J'ai voulu arrêter les horloges, revenir sur mes années à écrire la vie de l'autre. Pourquoi avais-je fait tout cela, m'éloigner du roman et trouver tellement de bonheur dans l'écriture biographique ? Il y a une nourriture extraordinaire dans cet exercice. Quelque chose passe du personnage à l'auteur. Je ne mélange jamais le romanesque et le biographique, ce serait se détourner du véritable charme, qui est de jouer sur le vrai.
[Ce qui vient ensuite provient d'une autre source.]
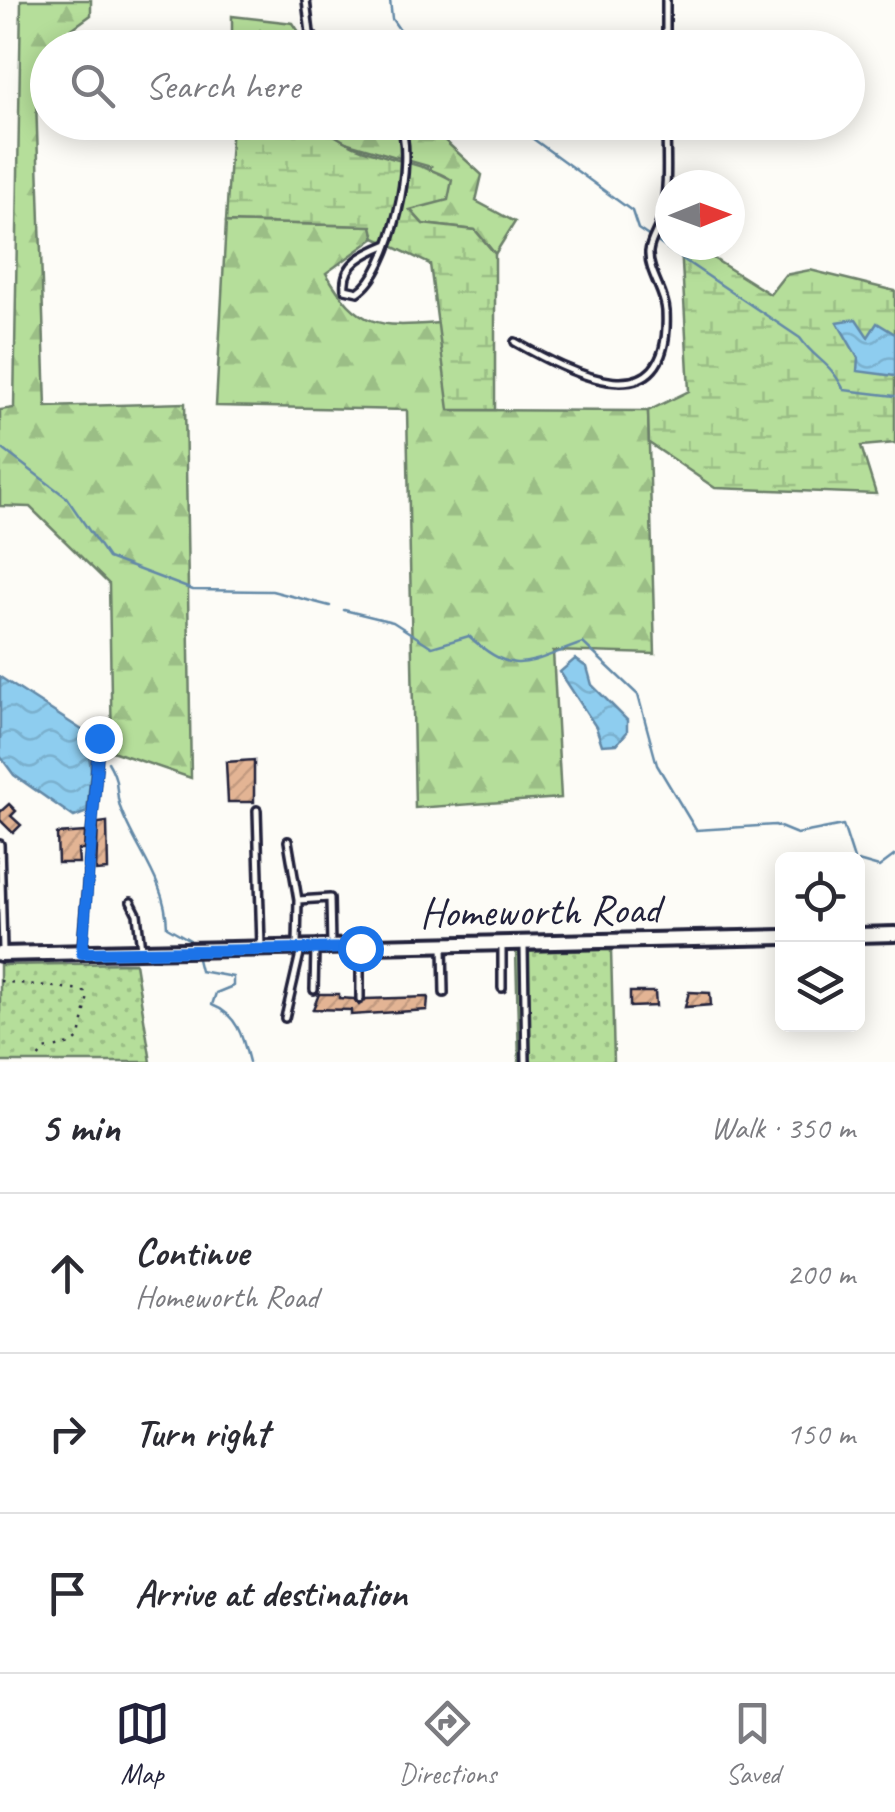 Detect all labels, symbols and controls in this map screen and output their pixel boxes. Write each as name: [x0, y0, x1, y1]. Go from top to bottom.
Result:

Traiter du matériau vivant ou réel il n'y a pas de besoin d'en rajouter, ce serait une faute de goût, la vie de ces femmes et ces hommes est si pleine.

Quel est le style de Berthe Morisot, combattante acharnée de l'art et peintre de l'intériorité ?

La consécration a eu lieu enfin en 2019 avec son expo à elle seule dans ce grand musée national qu'est le Musée d'Orsay. Claude Monet et Berthe Morisot sont deux peintres qui incarnent le mieux l'impressionnisme. Artistes de la lumière, ils opèrent par petites touches, avec un jeu incroyable de transparence et une envolée des couleurs qui leur est propre. Cette femme a placé très haut l'idéal de la peinture. Le style du pinceau de Berthe Morisot fixe les petits bonheurs éphémères de la vie. Une vibration magnifique.